Berikut cuplikan teks pernyataan Pussy Riot yang dikutip dari laman Facebook:
"Hari ini adalah 11 tahun sejak kematian penyair besar Rusia, Dmitriy Prigov. Prigov menciptakan citra seorang polisi, pembawa kebangsaan surgawi, dalam budaya Rusia.
"Polisi surgawi, menurut Prigov, berbicara secara dua arah dengan Tuhan. Polisi duniawi siap membubarkan unjuk rasa. Polisi surgawi dengan lembut menyentuh bunga di ladang dan menikmati kemenangan tim sepak bola Rusia, sementara polisi duniawi merasa tidak peduli dengan aksi mogok makan Oleg Sentsov. Polisi surgawi ada sebagai contoh kebangsaan, polisi duniawi melukai semua orang.
"Polisi surgawi melindungi tidur seorang bayi, polisi duniawi menganiaya tahanan politik, memenjarakan orang hanya karena "repost" (posting ulang) dan "like" (suka).
"Polisi surgawi menjadi penyelenggara Piala Dunia yang indah ini, polisi duniawi takut akan perayaan itu. Polisi surgawi dengan hati-hati mengawasi untuk mematuhi aturan permainan, polisi duniawi memasuki permainan tidak peduli tentang aturannya.
"Piala Dunia telah mengingatkan kita terhadap polisi surgawi di masa depan Rusia, tetapi polisi duniawi, memasuki pertandingan tanpa aturan itu menghancurkan dunia kita.
Ketika polisi duniawi memasuki pertandingan tersebut, kami menuntut:
1. Biarkan semua tahanan politik bebas.
2. Tidak memenjarakan orang yang mengklik "suka".
3. Hentikan penangkapan ilegal terhadap demonstran.
4. Biarkan persaingan politik di negara ini.
5. Tidak membuat tuduhan kriminal dan tidak membuat orang di penjara tanpa alasan.
6. Kembalikan polisi duniawi ke polisi surgawi."
Di era pemerintahan Putin, belasan orang berada di balik jeruji karena dituduh melakukan kejahatan politik hanya karena mengklik tombol "suka" (like) dan "berbagi" (share).
Sementara itu, mereka juga merujuk kasus Dmitry Aleksandrovich Prigov, penyair dan seniman Rusia kelahiran Moskow 5 November 1940 dan meninggal 16 Juli 2007. Ia adalah anggota seniman avant-garde Rusia dan gerakan konseptualisme di era 1970 dan 1980an. Teks-teksnya menumbangkan Realisme Sosialis dan diterbitkan di bawah tanah di era Uni Soviet.

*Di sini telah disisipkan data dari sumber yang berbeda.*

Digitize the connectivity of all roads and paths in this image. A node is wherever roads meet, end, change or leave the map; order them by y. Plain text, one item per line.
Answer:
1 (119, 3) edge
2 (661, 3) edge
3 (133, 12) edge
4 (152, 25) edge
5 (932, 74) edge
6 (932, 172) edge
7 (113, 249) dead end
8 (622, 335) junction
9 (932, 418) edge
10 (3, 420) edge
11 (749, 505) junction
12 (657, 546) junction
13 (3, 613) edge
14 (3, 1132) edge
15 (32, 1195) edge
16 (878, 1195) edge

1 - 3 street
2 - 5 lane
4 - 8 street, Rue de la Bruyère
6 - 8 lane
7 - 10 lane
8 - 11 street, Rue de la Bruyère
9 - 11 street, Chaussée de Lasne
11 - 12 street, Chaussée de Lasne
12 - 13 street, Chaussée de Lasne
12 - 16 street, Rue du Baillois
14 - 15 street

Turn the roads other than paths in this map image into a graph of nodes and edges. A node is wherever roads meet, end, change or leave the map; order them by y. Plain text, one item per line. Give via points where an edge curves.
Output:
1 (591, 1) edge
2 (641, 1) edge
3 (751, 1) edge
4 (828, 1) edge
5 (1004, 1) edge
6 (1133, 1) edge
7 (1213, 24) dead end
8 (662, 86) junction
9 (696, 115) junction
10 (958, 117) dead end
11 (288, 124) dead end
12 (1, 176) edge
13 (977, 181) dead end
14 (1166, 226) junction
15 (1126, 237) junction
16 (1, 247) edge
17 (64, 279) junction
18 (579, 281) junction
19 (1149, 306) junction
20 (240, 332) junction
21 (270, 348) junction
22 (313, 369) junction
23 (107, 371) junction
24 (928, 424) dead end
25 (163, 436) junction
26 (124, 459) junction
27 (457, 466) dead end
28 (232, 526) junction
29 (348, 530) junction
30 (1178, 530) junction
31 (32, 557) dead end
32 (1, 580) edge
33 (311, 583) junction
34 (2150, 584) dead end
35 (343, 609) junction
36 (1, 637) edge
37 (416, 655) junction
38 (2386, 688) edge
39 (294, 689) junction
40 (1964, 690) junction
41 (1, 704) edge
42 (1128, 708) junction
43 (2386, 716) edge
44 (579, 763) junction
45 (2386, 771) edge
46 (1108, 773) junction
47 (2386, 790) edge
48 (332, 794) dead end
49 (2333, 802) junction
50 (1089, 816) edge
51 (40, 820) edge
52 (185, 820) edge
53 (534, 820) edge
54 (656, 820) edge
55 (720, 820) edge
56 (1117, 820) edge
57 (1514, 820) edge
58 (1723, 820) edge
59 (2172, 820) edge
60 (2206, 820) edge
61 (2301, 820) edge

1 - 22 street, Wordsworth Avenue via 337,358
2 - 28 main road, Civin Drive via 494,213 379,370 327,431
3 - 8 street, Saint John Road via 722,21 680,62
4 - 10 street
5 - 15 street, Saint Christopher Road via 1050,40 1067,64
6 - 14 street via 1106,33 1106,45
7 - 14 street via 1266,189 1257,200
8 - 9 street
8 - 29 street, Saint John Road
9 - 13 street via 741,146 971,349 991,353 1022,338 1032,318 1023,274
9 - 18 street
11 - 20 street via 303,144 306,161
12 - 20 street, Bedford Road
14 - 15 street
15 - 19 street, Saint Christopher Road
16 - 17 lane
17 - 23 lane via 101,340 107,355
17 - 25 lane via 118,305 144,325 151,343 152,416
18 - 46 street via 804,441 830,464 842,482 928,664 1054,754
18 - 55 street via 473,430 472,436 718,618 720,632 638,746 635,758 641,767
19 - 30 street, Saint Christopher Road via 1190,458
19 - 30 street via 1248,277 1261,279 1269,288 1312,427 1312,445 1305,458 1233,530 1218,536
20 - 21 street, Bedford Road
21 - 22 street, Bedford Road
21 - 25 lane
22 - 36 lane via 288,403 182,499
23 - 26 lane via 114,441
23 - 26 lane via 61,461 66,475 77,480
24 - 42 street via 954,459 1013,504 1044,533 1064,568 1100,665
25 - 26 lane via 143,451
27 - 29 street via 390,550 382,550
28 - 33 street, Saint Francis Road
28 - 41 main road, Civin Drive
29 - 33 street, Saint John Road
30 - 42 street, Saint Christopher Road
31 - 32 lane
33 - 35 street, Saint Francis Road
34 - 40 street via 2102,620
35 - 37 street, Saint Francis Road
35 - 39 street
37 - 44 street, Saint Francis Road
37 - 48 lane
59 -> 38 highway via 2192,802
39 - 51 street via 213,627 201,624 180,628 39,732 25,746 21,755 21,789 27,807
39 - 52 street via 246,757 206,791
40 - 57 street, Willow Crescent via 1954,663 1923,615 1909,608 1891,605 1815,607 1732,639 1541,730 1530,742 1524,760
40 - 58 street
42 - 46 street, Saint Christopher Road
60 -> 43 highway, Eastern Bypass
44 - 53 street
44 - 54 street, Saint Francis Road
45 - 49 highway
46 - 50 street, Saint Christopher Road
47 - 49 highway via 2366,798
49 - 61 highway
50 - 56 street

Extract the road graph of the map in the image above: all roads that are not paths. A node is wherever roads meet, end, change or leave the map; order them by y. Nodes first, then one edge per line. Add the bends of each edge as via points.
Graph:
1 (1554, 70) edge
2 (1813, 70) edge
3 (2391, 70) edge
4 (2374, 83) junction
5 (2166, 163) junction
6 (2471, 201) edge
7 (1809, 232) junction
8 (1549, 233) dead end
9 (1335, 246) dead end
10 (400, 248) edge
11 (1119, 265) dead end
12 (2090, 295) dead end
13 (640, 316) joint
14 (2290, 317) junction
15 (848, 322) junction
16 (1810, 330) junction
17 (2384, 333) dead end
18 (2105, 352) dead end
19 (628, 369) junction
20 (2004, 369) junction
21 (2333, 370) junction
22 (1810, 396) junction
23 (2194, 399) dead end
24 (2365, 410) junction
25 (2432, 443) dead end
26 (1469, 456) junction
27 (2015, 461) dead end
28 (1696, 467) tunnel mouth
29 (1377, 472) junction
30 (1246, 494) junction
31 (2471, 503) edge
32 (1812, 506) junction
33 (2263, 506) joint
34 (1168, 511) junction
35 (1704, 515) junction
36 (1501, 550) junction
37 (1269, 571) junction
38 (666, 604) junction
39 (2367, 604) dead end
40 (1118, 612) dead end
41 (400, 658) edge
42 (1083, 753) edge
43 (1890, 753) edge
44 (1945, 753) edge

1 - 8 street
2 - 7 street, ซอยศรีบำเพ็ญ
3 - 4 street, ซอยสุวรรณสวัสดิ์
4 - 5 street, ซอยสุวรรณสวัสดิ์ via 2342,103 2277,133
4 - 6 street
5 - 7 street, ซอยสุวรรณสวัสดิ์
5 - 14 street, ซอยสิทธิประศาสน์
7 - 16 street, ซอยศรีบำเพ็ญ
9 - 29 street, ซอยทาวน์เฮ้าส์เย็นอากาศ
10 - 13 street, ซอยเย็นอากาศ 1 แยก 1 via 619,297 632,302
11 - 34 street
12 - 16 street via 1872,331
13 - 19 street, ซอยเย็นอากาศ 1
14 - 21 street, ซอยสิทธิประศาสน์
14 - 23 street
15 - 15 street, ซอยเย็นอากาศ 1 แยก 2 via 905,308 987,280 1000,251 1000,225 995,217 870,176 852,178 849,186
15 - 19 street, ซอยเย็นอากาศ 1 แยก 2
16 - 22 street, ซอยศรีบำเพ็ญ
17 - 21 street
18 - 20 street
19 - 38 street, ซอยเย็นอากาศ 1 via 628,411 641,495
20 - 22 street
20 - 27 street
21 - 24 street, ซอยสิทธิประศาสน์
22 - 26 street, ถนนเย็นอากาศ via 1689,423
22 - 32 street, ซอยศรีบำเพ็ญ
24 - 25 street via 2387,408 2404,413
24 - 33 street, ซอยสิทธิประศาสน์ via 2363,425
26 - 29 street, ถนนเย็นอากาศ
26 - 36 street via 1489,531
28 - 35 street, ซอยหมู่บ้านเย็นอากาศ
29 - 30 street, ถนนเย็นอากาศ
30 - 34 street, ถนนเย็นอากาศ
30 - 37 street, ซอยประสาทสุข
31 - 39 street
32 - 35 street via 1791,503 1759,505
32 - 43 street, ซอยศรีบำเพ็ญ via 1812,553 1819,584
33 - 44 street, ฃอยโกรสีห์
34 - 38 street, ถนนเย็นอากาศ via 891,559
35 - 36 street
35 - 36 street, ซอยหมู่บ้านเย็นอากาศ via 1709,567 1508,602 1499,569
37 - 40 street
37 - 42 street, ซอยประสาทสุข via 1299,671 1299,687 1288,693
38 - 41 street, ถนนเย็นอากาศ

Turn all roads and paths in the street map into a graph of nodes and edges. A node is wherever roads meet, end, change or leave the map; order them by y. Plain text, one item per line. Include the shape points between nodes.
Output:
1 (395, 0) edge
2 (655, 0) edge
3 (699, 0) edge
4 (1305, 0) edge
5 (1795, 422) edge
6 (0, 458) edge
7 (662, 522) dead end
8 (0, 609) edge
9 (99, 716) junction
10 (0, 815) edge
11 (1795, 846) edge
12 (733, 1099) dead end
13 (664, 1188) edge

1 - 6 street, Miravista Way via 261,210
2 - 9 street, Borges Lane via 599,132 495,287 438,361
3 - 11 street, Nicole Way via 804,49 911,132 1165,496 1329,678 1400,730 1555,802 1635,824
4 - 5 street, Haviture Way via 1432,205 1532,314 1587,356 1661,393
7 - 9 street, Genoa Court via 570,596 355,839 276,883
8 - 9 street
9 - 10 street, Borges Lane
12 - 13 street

Mereka juga menyinggung kasus Oleg Sentsov, seniman yang menentang pencaplokan Semenanjung Krimea dari Ukraina pada tahun 2014. Setsov dijatuhi hukuman 20 tahun penjara sejak 2015 lalu dengan tuduhan melakukan aksi teror.
Saksikan video detik-detik penyusupan final Piala Dunia 2018 berikut ini:
Kasus Pertama
Kasus pertama Pussy Riot mencuat ke publik karena sikap mereka yang terang-terangan menentang Presiden Vladimir Putin pada tahun 2012.
Kala itu, mereka menjalankan aksi yang disebut "punk prayer", di mana sekelompok wanita menyanyikan doa politik mereka sendiri di dalam gereja Cathedral of Christ the Savior, di Moskow, menjelang pemilihan presiden 2012. Pertunjukan itu dimaksudkan untuk memprotes simbiosis negara terhadap gereja dan negara.
Akibatnya dua personel band yang didirikan sejak 2011 ini dipenjara selama hampir dua tahun.
Kali ini, mereka kembali melakukan aksi nekat di Piala Dunia 2018 saat Putin sedang menonton pertandingan bersama Presiden Prancis Emmanuel Macron dan Presiden FIFA Gianni Infantino.
"Piala Dunia telah mengingatkan kita tentang seorang Polisi Surgawi di masa depan Rusia yang indah, tapi polisi duniawi -- yang setiap hari ikut campur dalam permainan dan tidak mengenal aturan -- menghancurkan dunia kita," tulis pernyataan Pussy Riot.
Sejumlah orang menilai, grup musik tersebut sukses menciptakan citra otoritas yang tidak adil dan sewenang-wenang di Negeri Beruang Merah.